En el documento del PNUD: “Educación, la agenda del siglo XXI” (1998), se reitera que la meta de
educar a todos es una meta pendiente en América Latina y el Caribe. Por eso se afirma, entre
otras cosas, que nuestro continente entró al siglo XXI con problemas del siglo XIX. ¿Debe América
Latina seguir fomentando una educación de punta para unos pocos o una formación masiva pero
mediocre? La única respuesta válida en términos de desarrollo humano – para el PNUD - es optar
por una educación universal de calidad, formación buena y para todos.
La obligación indiscutida del Estado es asegurar que todos se eduquen, y que se eduquen bien. La
universalidad y la calidad deben ser la razón misma de los subsidios estatales. Esta sería la nueva
inversión social por excelencia.

Hay un doble desafío para el Estado y para la sociedad en general: primero, hacer realidad una
escuela efectivamente universal y efectivamente educadora; segundo, preparar a la población para
encarar las oportunidades y las dificultades propias del llamado mundo globalizado.
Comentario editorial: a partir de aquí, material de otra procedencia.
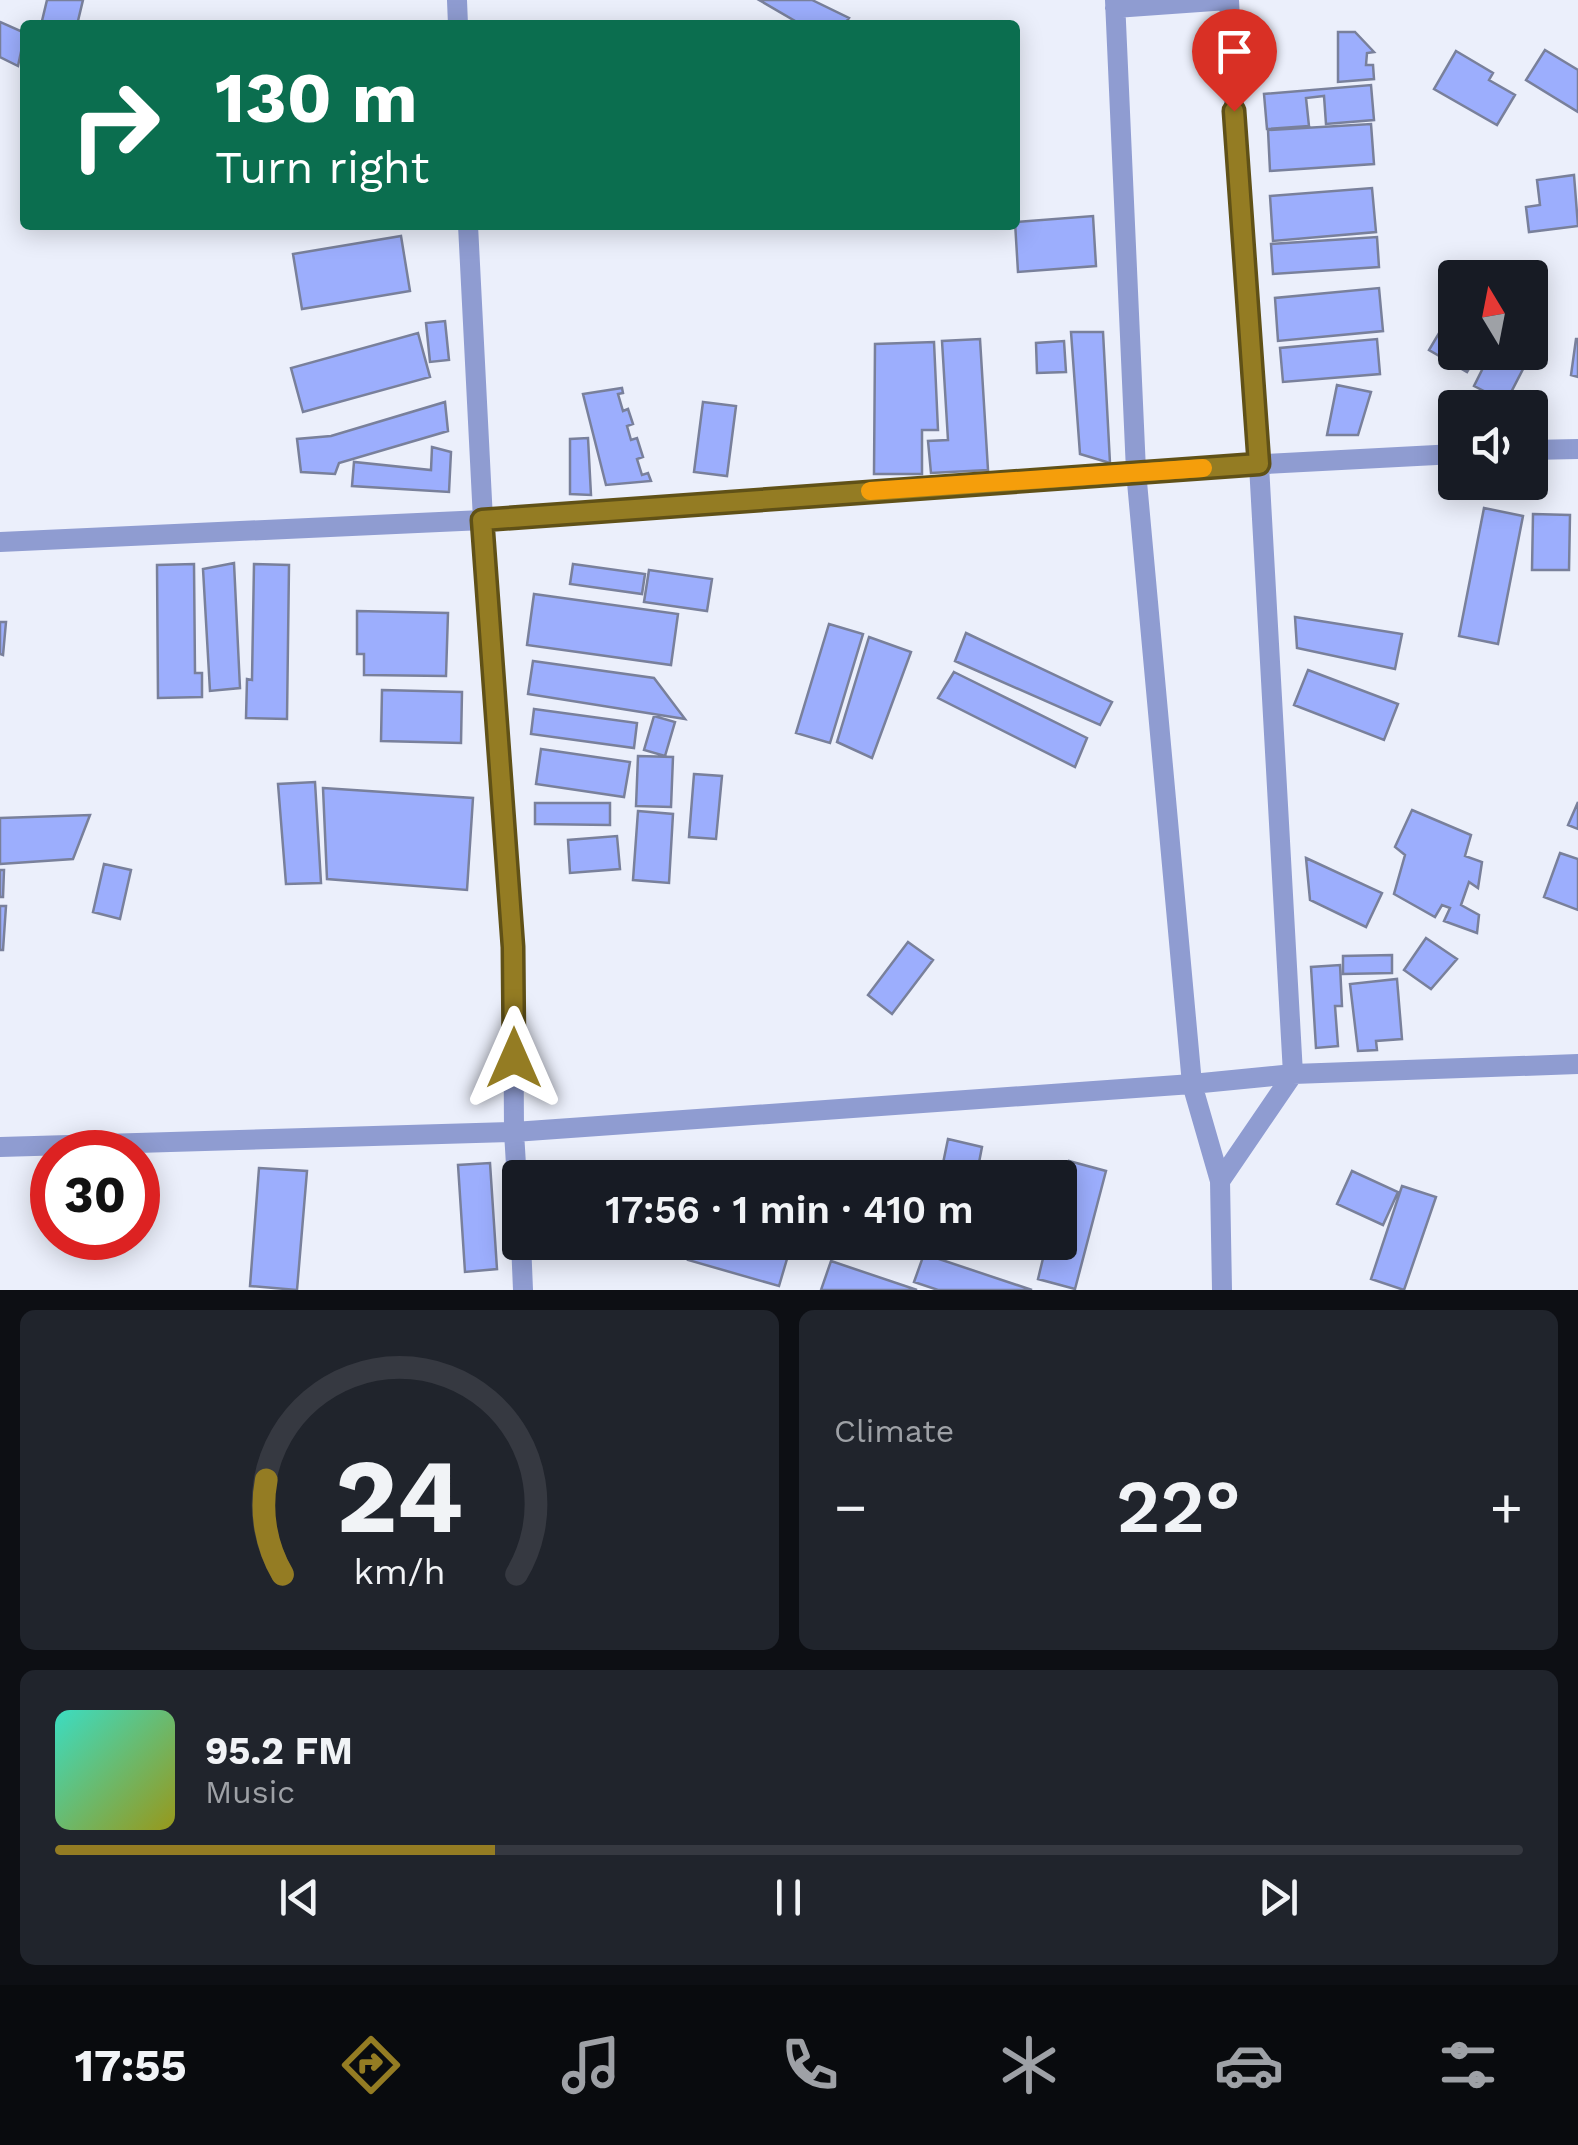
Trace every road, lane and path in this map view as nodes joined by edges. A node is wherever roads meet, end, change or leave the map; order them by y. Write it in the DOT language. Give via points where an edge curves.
graph roads {
  1 [pos="1228,0"];
  2 [pos="1115,4"];
  3 [pos="468,230"];
  4 [pos="1578,449"];
  5 [pos="1548,450"];
  6 [pos="1438,455"];
  7 [pos="1259,464"];
  8 [pos="1136,471"];
  9 [pos="482,520"];
  10 [pos="0,542"];
  11 [pos="1578,1064"];
  12 [pos="1292,1074"];
  13 [pos="1192,1084"];
  14 [pos="514,1132"];
  15 [pos="0,1146"];
  16 [pos="516,1160"];
  17 [pos="1220,1182"];
  18 [pos="522,1260"];
  19 [pos="523,1290"];
  20 [pos="1222,1290"];
  1 -- 2 [label="street"];
  1 -- 7 [label="street"];
  2 -- 8 [label="street"];
  3 -- 9 [label="street"];
  4 -- 5 [label="street"];
  6 -- 7 [label="street"];
  7 -- 8 [label="street"];
  7 -- 12 [label="street"];
  8 -- 9 [label="street"];
  8 -- 13 [label="street"];
  9 -- 10 [label="street"];
  9 -- 14 [label="street" via="513,947"];
  11 -- 12 [label="street"];
  12 -- 13 [label="street"];
  12 -- 17 [label="street"];
  13 -- 14 [label="street"];
  13 -- 17 [label="street"];
  14 -- 15 [label="street"];
  14 -- 16 [label="street"];
  17 -- 20 [label="street"];
  18 -- 19 [label="street"];
}
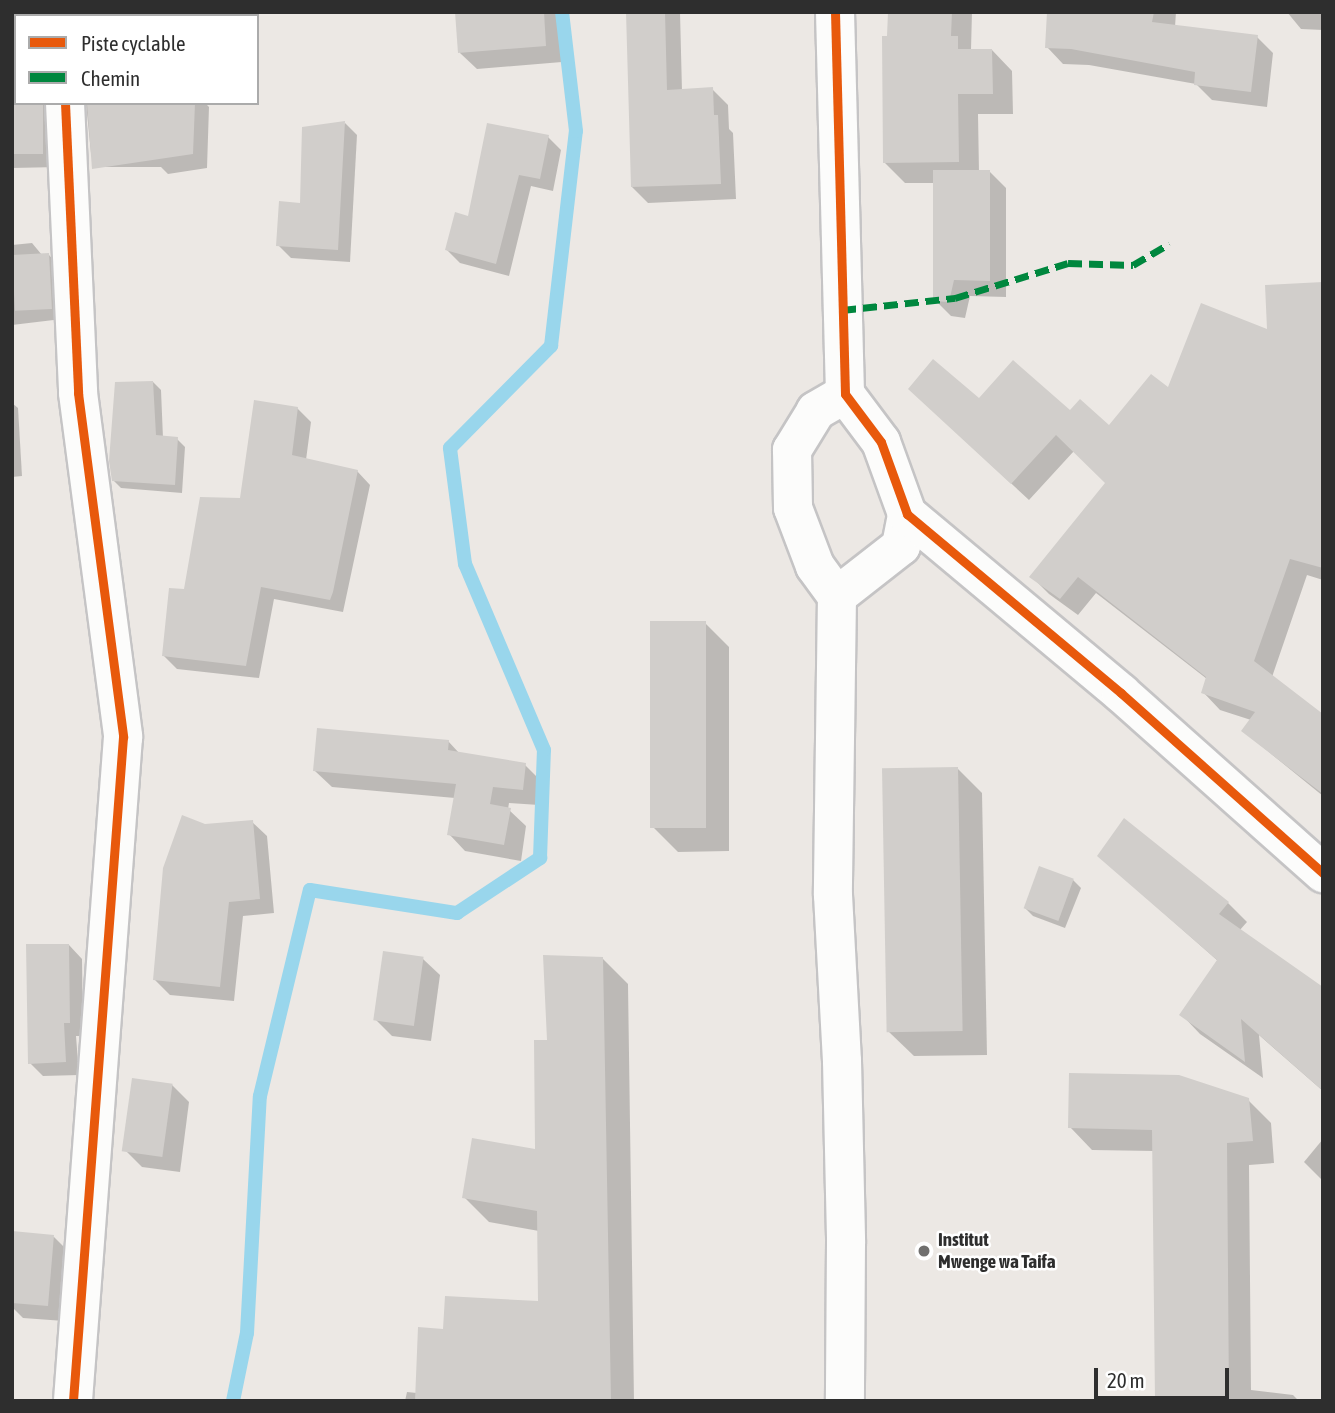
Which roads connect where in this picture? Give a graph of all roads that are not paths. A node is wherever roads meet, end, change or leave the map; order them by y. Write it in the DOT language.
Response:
graph roads {
  1 [pos="835,12"];
  2 [pos="65,105"];
  3 [pos="845,394"];
  4 [pos="907,514"];
  5 [pos="837,596"];
  6 [pos="1323,873"];
  7 [pos="73,1401"];
  8 [pos="845,1401"];
  1 -- 3 [label="street"];
  2 -- 7 [label="street"];
  3 -- 4 [label="street"];
  3 -- 5 [label="street"];
  4 -- 5 [label="street"];
  4 -- 6 [label="street"];
  5 -- 8 [label="street"];
}
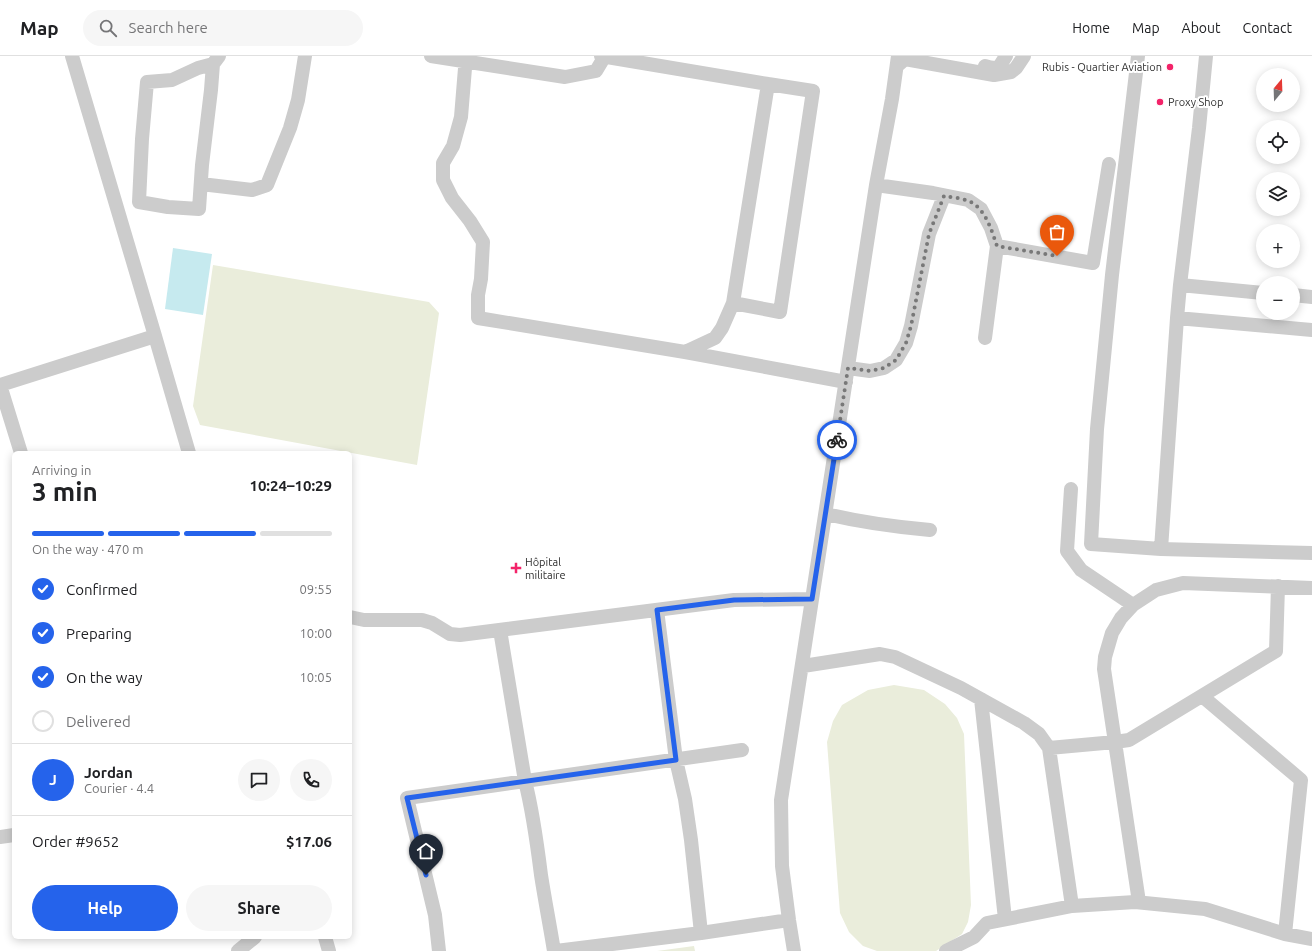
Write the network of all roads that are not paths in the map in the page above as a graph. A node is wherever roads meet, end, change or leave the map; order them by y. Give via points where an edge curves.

Ahora bien, ¿cuál es el camino – según el PNUD - para llegar en las actuales circunstancias a la
meta de una escuela para todos, escuela educadora, escuela para el siglo del saber? Enunciemos
algunos rasgos de su propuesta:

Educar, tarea de todos. La educación entendida como un proceso abierto y constante,


compromete a todas las personas y las instituciones. El sistema escolar tiene por supuesto un
papel esencial. Pero educar es también una tarea central de la familia, las Iglesias, los partidos
políticos, los medios de comunicación y las empresas que deben entrenar su fuerza de trabajo,
entre otros. Y todavía más, la educación, que es un derecho, también es un deber de todos: para
crecer como persona y servir como ciudadano, cada uno de nosotros está obligado a cultivar al
máximo sus potencialidades, a hacer de su propia vida un empeño de aprender.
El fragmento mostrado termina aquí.